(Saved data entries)
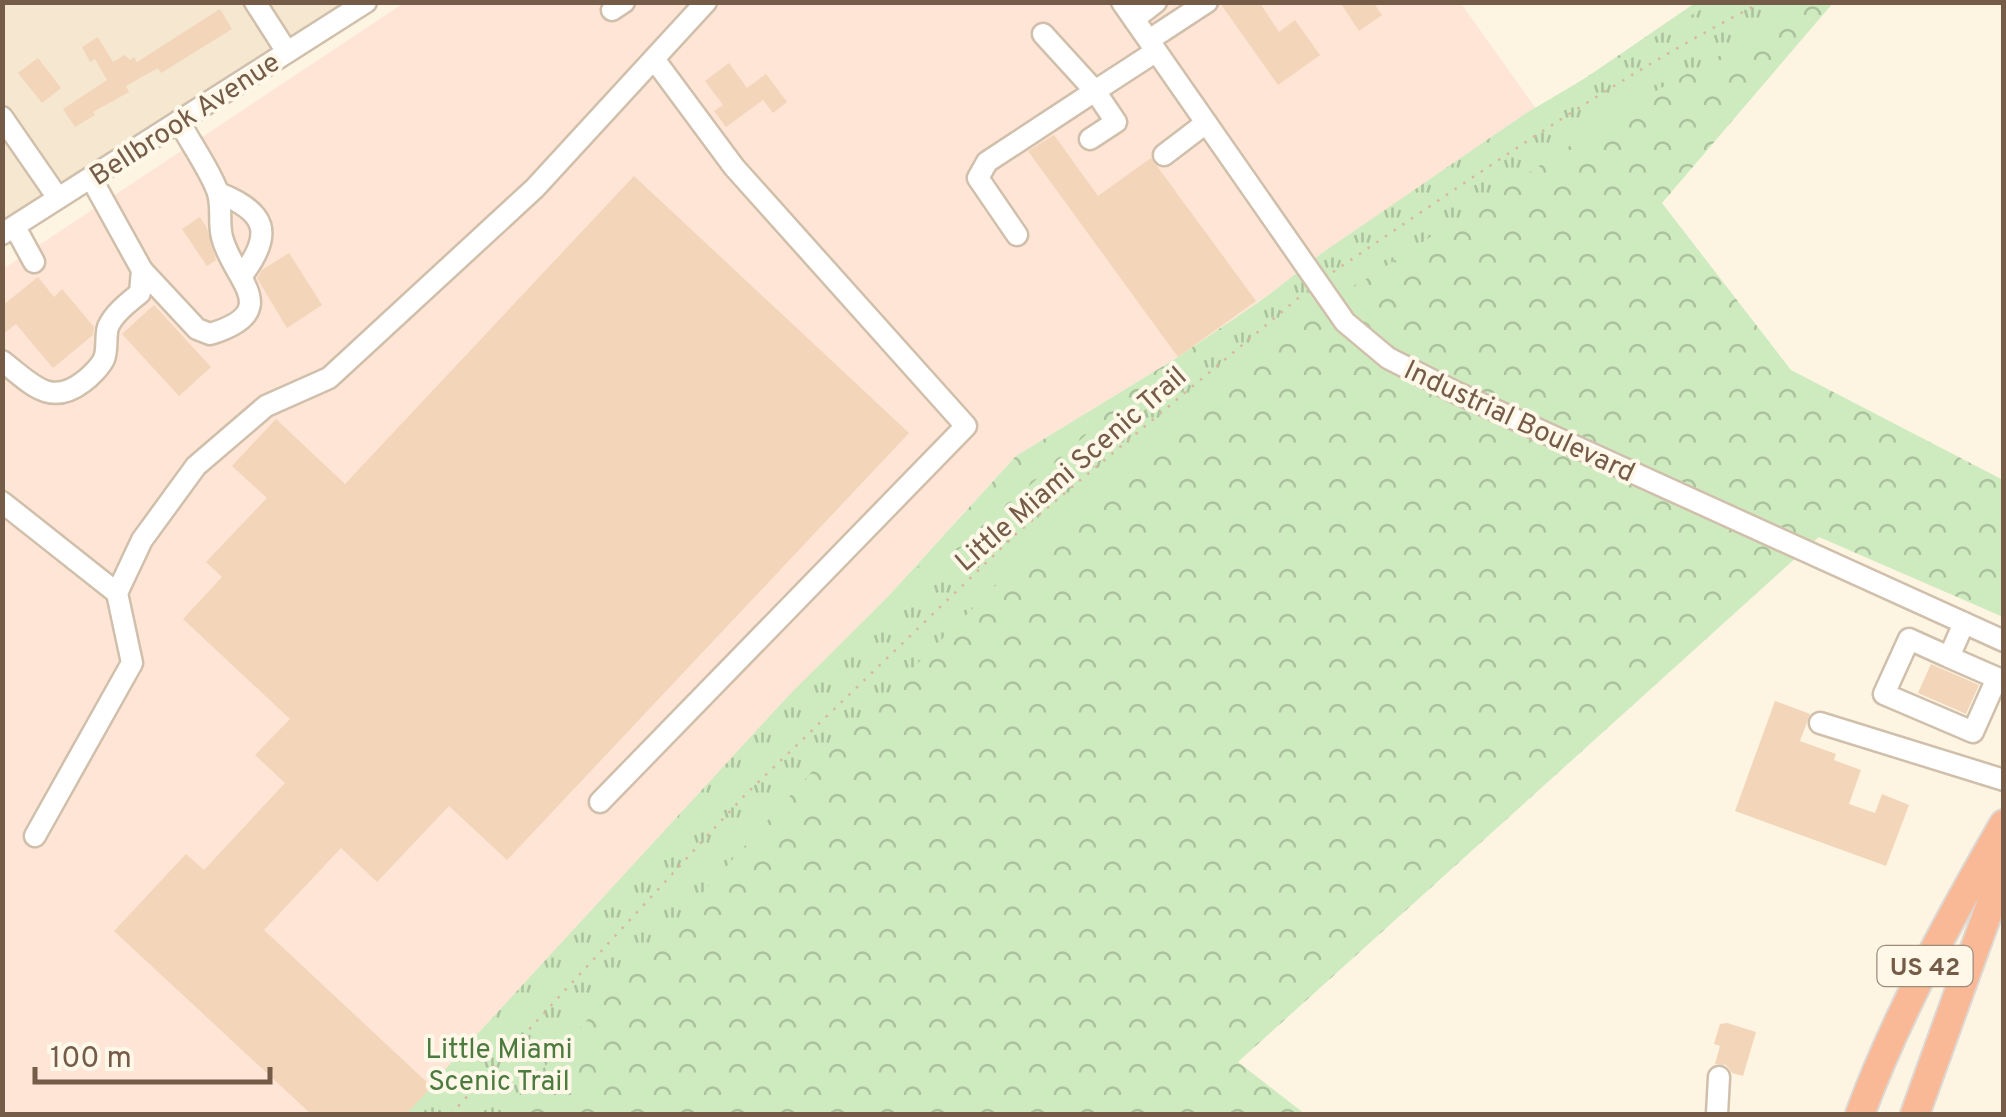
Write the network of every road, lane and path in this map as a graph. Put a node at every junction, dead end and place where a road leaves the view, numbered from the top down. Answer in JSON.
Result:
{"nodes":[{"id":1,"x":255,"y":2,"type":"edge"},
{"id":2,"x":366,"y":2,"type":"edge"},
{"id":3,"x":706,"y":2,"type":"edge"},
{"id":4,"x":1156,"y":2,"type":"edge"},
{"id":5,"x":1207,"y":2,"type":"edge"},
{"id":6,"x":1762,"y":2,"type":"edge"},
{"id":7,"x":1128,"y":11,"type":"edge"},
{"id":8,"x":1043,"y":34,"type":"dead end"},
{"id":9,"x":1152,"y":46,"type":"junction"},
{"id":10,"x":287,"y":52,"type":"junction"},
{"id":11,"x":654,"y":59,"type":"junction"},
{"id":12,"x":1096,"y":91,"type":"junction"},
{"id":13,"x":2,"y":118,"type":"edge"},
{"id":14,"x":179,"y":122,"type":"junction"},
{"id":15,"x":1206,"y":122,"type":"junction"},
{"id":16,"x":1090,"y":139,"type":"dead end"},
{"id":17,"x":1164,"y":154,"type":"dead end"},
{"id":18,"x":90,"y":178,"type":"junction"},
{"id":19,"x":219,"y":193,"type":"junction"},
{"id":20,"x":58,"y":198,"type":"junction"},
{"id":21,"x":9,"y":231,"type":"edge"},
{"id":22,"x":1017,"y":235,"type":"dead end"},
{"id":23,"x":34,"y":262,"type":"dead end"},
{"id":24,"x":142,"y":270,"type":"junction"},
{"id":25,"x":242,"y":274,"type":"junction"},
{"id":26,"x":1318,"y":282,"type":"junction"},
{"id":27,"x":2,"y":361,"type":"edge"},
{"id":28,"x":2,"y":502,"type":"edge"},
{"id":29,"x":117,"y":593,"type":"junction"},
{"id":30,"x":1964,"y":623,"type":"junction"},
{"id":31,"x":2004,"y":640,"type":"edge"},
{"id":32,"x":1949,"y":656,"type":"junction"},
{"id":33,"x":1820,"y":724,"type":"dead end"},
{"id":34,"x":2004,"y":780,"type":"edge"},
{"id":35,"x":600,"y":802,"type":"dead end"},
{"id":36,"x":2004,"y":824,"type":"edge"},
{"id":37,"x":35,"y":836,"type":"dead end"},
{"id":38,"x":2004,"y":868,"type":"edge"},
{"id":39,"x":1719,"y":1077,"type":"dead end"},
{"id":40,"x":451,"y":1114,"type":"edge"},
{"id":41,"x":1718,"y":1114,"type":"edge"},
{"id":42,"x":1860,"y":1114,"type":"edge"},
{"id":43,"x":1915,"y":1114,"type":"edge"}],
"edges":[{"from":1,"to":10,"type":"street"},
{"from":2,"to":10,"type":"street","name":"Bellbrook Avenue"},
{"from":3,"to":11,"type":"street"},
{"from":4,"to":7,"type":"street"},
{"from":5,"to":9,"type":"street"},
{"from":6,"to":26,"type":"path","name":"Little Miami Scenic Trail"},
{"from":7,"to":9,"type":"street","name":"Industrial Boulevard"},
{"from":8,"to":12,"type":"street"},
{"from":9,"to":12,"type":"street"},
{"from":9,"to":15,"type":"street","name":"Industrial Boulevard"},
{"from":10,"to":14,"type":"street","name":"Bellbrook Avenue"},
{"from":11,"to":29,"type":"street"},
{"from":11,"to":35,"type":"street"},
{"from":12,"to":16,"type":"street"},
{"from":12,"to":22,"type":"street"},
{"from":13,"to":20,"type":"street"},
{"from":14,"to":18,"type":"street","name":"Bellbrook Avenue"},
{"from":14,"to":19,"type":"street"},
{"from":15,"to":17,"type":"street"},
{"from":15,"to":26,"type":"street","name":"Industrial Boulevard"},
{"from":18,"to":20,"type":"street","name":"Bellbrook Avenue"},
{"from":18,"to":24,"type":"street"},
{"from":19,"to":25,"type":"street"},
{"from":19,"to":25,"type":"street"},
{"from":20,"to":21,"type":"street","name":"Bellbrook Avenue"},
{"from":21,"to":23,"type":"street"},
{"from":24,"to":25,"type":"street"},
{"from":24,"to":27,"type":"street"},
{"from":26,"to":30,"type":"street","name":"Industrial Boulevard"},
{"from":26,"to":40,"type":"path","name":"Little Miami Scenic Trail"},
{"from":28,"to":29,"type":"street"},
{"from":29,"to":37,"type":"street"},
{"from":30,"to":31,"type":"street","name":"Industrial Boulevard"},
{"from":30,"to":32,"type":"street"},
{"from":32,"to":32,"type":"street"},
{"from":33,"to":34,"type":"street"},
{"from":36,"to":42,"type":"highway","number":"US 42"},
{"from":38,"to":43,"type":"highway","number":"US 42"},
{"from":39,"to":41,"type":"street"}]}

▶ _Problem description_: Each entry must be set down word for word; no image may be carried over.

▶ _Response_:
Write the network of every road, lane and path in this map as a graph. Put a node at every junction, dead end and place where a road leaves the view, numbered from the top down. Answer in JSON.
Result:
{"nodes":[{"id":1,"x":255,"y":2,"type":"edge"},
{"id":2,"x":366,"y":2,"type":"edge"},
{"id":3,"x":706,"y":2,"type":"edge"},
{"id":4,"x":1156,"y":2,"type":"edge"},
{"id":5,"x":1207,"y":2,"type":"edge"},
{"id":6,"x":1762,"y":2,"type":"edge"},
{"id":7,"x":1128,"y":11,"type":"edge"},
{"id":8,"x":1043,"y":34,"type":"dead end"},
{"id":9,"x":1152,"y":46,"type":"junction"},
{"id":10,"x":287,"y":52,"type":"junction"},
{"id":11,"x":654,"y":59,"type":"junction"},
{"id":12,"x":1096,"y":91,"type":"junction"},
{"id":13,"x":2,"y":118,"type":"edge"},
{"id":14,"x":179,"y":122,"type":"junction"},
{"id":15,"x":1206,"y":122,"type":"junction"},
{"id":16,"x":1090,"y":139,"type":"dead end"},
{"id":17,"x":1164,"y":154,"type":"dead end"},
{"id":18,"x":90,"y":178,"type":"junction"},
{"id":19,"x":219,"y":193,"type":"junction"},
{"id":20,"x":58,"y":198,"type":"junction"},
{"id":21,"x":9,"y":231,"type":"edge"},
{"id":22,"x":1017,"y":235,"type":"dead end"},
{"id":23,"x":34,"y":262,"type":"dead end"},
{"id":24,"x":142,"y":270,"type":"junction"},
{"id":25,"x":242,"y":274,"type":"junction"},
{"id":26,"x":1318,"y":282,"type":"junction"},
{"id":27,"x":2,"y":361,"type":"edge"},
{"id":28,"x":2,"y":502,"type":"edge"},
{"id":29,"x":117,"y":593,"type":"junction"},
{"id":30,"x":1964,"y":623,"type":"junction"},
{"id":31,"x":2004,"y":640,"type":"edge"},
{"id":32,"x":1949,"y":656,"type":"junction"},
{"id":33,"x":1820,"y":724,"type":"dead end"},
{"id":34,"x":2004,"y":780,"type":"edge"},
{"id":35,"x":600,"y":802,"type":"dead end"},
{"id":36,"x":2004,"y":824,"type":"edge"},
{"id":37,"x":35,"y":836,"type":"dead end"},
{"id":38,"x":2004,"y":868,"type":"edge"},
{"id":39,"x":1719,"y":1077,"type":"dead end"},
{"id":40,"x":451,"y":1114,"type":"edge"},
{"id":41,"x":1718,"y":1114,"type":"edge"},
{"id":42,"x":1860,"y":1114,"type":"edge"},
{"id":43,"x":1915,"y":1114,"type":"edge"}],
"edges":[{"from":1,"to":10,"type":"street"},
{"from":2,"to":10,"type":"street","name":"Bellbrook Avenue"},
{"from":3,"to":11,"type":"street"},
{"from":4,"to":7,"type":"street"},
{"from":5,"to":9,"type":"street"},
{"from":6,"to":26,"type":"path","name":"Little Miami Scenic Trail"},
{"from":7,"to":9,"type":"street","name":"Industrial Boulevard"},
{"from":8,"to":12,"type":"street"},
{"from":9,"to":12,"type":"street"},
{"from":9,"to":15,"type":"street","name":"Industrial Boulevard"},
{"from":10,"to":14,"type":"street","name":"Bellbrook Avenue"},
{"from":11,"to":29,"type":"street"},
{"from":11,"to":35,"type":"street"},
{"from":12,"to":16,"type":"street"},
{"from":12,"to":22,"type":"street"},
{"from":13,"to":20,"type":"street"},
{"from":14,"to":18,"type":"street","name":"Bellbrook Avenue"},
{"from":14,"to":19,"type":"street"},
{"from":15,"to":17,"type":"street"},
{"from":15,"to":26,"type":"street","name":"Industrial Boulevard"},
{"from":18,"to":20,"type":"street","name":"Bellbrook Avenue"},
{"from":18,"to":24,"type":"street"},
{"from":19,"to":25,"type":"street"},
{"from":19,"to":25,"type":"street"},
{"from":20,"to":21,"type":"street","name":"Bellbrook Avenue"},
{"from":21,"to":23,"type":"street"},
{"from":24,"to":25,"type":"street"},
{"from":24,"to":27,"type":"street"},
{"from":26,"to":30,"type":"street","name":"Industrial Boulevard"},
{"from":26,"to":40,"type":"path","name":"Little Miami Scenic Trail"},
{"from":28,"to":29,"type":"street"},
{"from":29,"to":37,"type":"street"},
{"from":30,"to":31,"type":"street","name":"Industrial Boulevard"},
{"from":30,"to":32,"type":"street"},
{"from":32,"to":32,"type":"street"},
{"from":33,"to":34,"type":"street"},
{"from":36,"to":42,"type":"highway","number":"US 42"},
{"from":38,"to":43,"type":"highway","number":"US 42"},
{"from":39,"to":41,"type":"street"}]}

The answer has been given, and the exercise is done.